After creating and assigning a group to one or more of the sustainability dimensions and require- ments, stakeholders can be allocated to the group. This allocation allows questions to be displayed and answered with regard to requirements of the selected sustainability dimensions.

SuSoftPro enables requirements engineers to create, export, and/or import stakeholder details. The details include a stakeholder’s name, email, and an allocated group that is assigned to one or more of the five sustainability dimensions. SuSoftPro generates an auto-sign-in and unique hyper-link for each of the stakeholder, permitting them to access and answer the questionnaire, which is customised for the corresponding group. The requirements engineers have the ability to update stakeholders’ details or delete them. The stakeholder list has a column to indicate the status of stakeholders, that is, waiting, in progress or submitted. If a stakeholder is allocated to a group to rate requirements, their status in the project will become waiting until they start answering the questionnaire. As soon as they start responding, their status will be updated to in progress until they finish and submit their questionnaire; then the status will be changed to submitted.

5.1.5 Rating requirements

Stakeholders can respond to a questionnaire when they receive an email with the corresponding access link. For each high-level requirement to be rated, the stakeholder can rate its influence on the sustainability dimensions using the interface presented on Figure 5.2, which shows how the FRS has been implemented. Each question includes

• Description of the requirement,

• Instruction to rate the requirement within the corresponding sustainability dimension,

• FRS to provide the rating.

The FRS is a form of trapezoidal fuzzy number from the two intervals as T ra(a, b, c, d), where 0 ≤ a ≤ b ≤ c ≤ d ≤ 1 (see, Section 2.4.1). The stakeholders have the ability to ignore any question that they cannot, or do not want to, answer if they are not familiar with the requirements or these are not related to them. The ignored question will not be included while generating the sustainability profile.

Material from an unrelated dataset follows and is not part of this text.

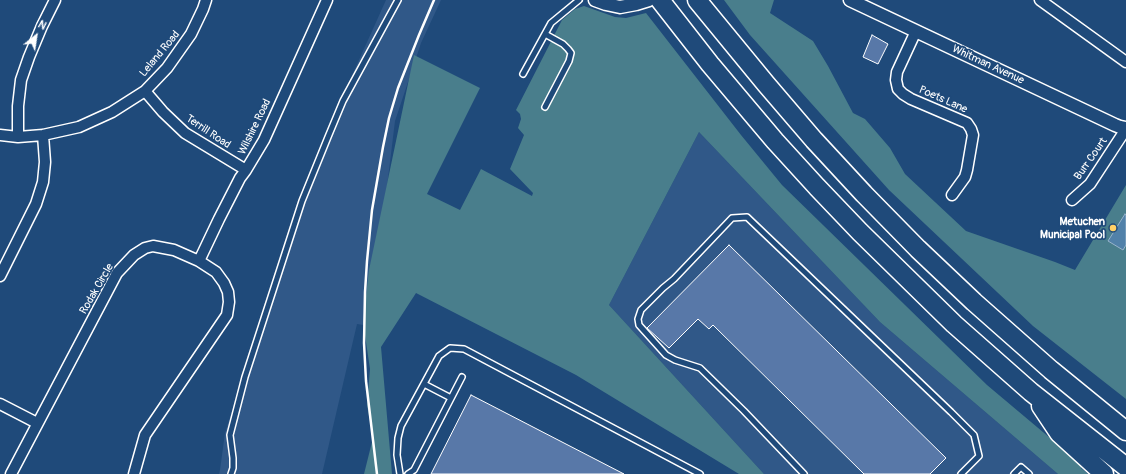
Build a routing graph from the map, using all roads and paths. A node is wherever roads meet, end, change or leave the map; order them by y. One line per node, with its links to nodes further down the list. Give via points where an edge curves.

Figure 5.2: The developed fuzzy rating scale in SuSoftPro

The questionnaire displays the number of answered and ignored questions (i.e., the question that the stakeholder does not want to answer), as well as buttons to save the questionnaire for continuing at another time, for ignoring the question, and for moving between questions. Thus, each stakeholder answers allotted questions from varying views of certain sustainability dimensions by

1. Scaling a core response to be considered as fully compatible, and

2. Determining a support response to be considered as compatible to what extent.

The scale goes is 0 (critical value of sustainability) to 100% (green value). The two-level scales will prevent imprecision and error-proneness as per Lubiano et al. (2016). Finally, the stakeholder has to submit the questionnaire for analysis.

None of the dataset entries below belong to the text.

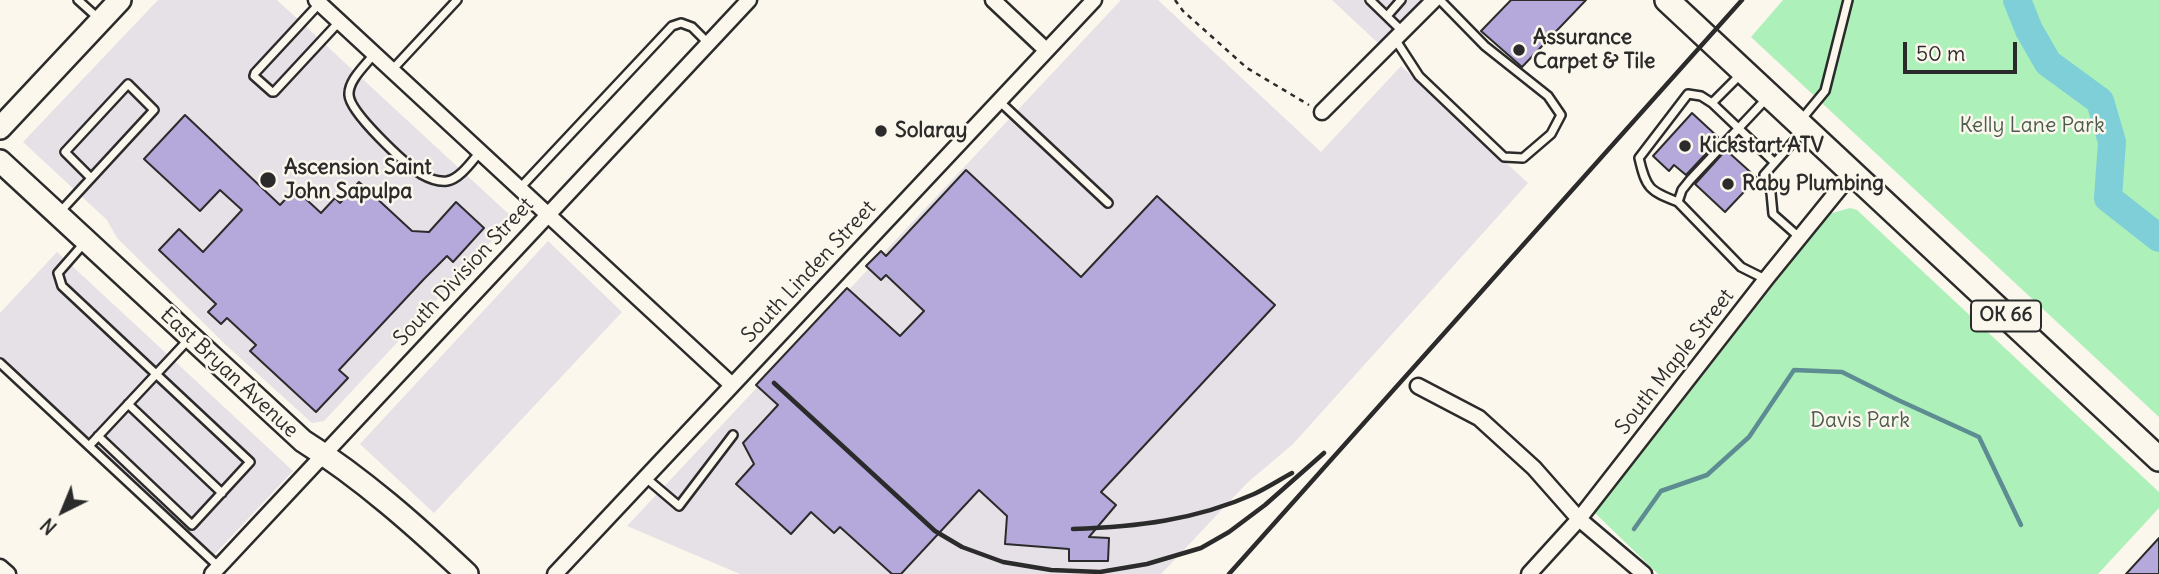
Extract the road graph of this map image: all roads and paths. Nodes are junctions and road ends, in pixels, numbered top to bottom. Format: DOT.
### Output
graph roads {
  1 [pos="78,0"];
  2 [pos="120,0"];
  3 [pos="457,0"];
  4 [pos="748,0"];
  5 [pos="993,0"];
  6 [pos="1094,0"];
  7 [pos="1175,0"];
  8 [pos="1370,0"];
  9 [pos="1401,0"];
  10 [pos="1434,0"];
  11 [pos="1440,0"];
  12 [pos="1667,0"];
  13 [pos="1848,0"];
  14 [pos="318,2"];
  15 [pos="1387,16"];
  16 [pos="100,21"];
  17 [pos="340,22"];
  18 [pos="1398,35"];
  19 [pos="708,43"];
  20 [pos="1046,50"];
  21 [pos="374,54"];
  22 [pos="391,70"];
  23 [pos="1743,72"];
  24 [pos="1769,96"];
  25 [pos="999,101"];
  26 [pos="1712,103"];
  27 [pos="1322,112"];
  28 [pos="1801,126"];
  29 [pos="0,128"];
  30 [pos="1738,129"];
  31 [pos="480,152"];
  32 [pos="0,160"];
  33 [pos="1774,162"];
  34 [pos="1852,173"];
  35 [pos="90,177"];
  36 [pos="519,188"];
  37 [pos="1678,202"];
  38 [pos="1108,203"];
  39 [pos="58,214"];
  40 [pos="547,214"];
  41 [pos="1800,237"];
  42 [pos="86,240"];
  43 [pos="1766,279"];
  44 [pos="191,337"];
  45 [pos="0,363"];
  46 [pos="157,373"];
  47 [pos="732,385"];
  48 [pos="1418,386"];
  49 [pos="128,404"];
  50 [pos="733,435"];
  51 [pos="98,436"];
  52 [pos="89,446"];
  53 [pos="323,454"];
  54 [pos="2159,459"];
  55 [pos="646,478"];
  56 [pos="222,493"];
  57 [pos="1579,519"];
  58 [pos="0,567"];
  59 [pos="215,570"];
  60 [pos="8,574"];
  61 [pos="467,574"];
  62 [pos="555,574"];
  63 [pos="1529,574"];
  64 [pos="1644,574"];
  1 -- 16 [label="lane"];
  2 -- 16 [label="street"];
  3 -- 22 [label="lane"];
  4 -- 19 [label="street, South Division Street"];
  5 -- 20 [label="street"];
  6 -- 20 [label="street, South Linden Street"];
  7 -- 27 [label="path"];
  8 -- 15 [label="lane"];
  9 -- 15 [label="lane"];
  10 -- 18 [label="street"];
  11 -- 18 [label="lane"];
  12 -- 23 [label="main road, OK 66"];
  13 -- 28 [label="lane"];
  14 -- 17 [label="street"];
  14 -- 17 [label="lane"];
  15 -- 18 [label="lane"];
  16 -- 29 [label="street"];
  17 -- 21 [label="street"];
  18 -- 27 [label="street"];
  19 -- 36 [label="lane"];
  19 -- 40 [label="street, South Division Street"];
  20 -- 25 [label="street, South Linden Street"];
  21 -- 22 [label="street"];
  21 -- 31 [label="lane"];
  22 -- 31 [label="street"];
  23 -- 24 [label="main road, OK 66"];
  23 -- 26 [label="lane"];
  24 -- 28 [label="main road, OK 66"];
  24 -- 30 [label="lane"];
  25 -- 38 [label="lane"];
  25 -- 47 [label="street, South Linden Street"];
  26 -- 30 [label="lane"];
  26 -- 37 [label="lane"];
  28 -- 33 [label="lane"];
  28 -- 34 [label="main road, OK 66"];
  30 -- 33 [label="lane"];
  30 -- 37 [label="lane"];
  31 -- 36 [label="street"];
  32 -- 39 [label="street, East Bryan Avenue"];
  33 -- 41 [label="lane"];
  34 -- 41 [label="street, South Maple Street"];
  34 -- 54 [label="main road, OK 66"];
  35 -- 35 [label="lane"];
  35 -- 39 [label="lane"];
  36 -- 40 [label="street"];
  37 -- 43 [label="lane"];
  39 -- 42 [label="street, East Bryan Avenue"];
  40 -- 47 [label="street"];
  40 -- 53 [label="street, South Division Street"];
  41 -- 43 [label="street, South Maple Street"];
  42 -- 44 [label="street, East Bryan Avenue"];
  42 -- 46 [label="lane"];
  43 -- 57 [label="street, South Maple Street"];
  44 -- 46 [label="lane"];
  44 -- 53 [label="street, East Bryan Avenue"];
  45 -- 52 [label="lane"];
  46 -- 49 [label="lane"];
  46 -- 56 [label="lane"];
  47 -- 55 [label="street, South Linden Street"];
  48 -- 57 [label="street"];
  49 -- 51 [label="lane"];
  49 -- 56 [label="lane"];
  50 -- 55 [label="lane"];
  51 -- 52 [label="lane"];
  51 -- 56 [label="lane"];
  52 -- 59 [label="lane"];
  53 -- 59 [label="street, South Division Street"];
  53 -- 61 [label="street, East Bryan Avenue"];
  55 -- 62 [label="street, South Linden Street"];
  57 -- 63 [label="street, South Maple Street"];
  57 -- 64 [label="street"];
  58 -- 60 [label="street"];
}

5.1.6 Analysing sustainability

The results of the rated requirements become inputs for the TOPSIS method (see, Section 2.4.2), which is applied twice as follows:

• First round: Apply sustainability dimensions as criteria to analyse each dimension within all requirements and overall sustainability rating for the software; and

• Second round: Apply requirements as criteria to determine overall sustainability within the statistical separation measures of requirements’ effect for each requirement.

The TOPSIS-based analysis is implemented as a dynamic feature: The calculations are (re)started as soon as any stakeholder submits the responses (and the status is labelled as submitted). The ignored questions within the response as well as any response currently having status waiting or in progressare not taken into account for the analysis.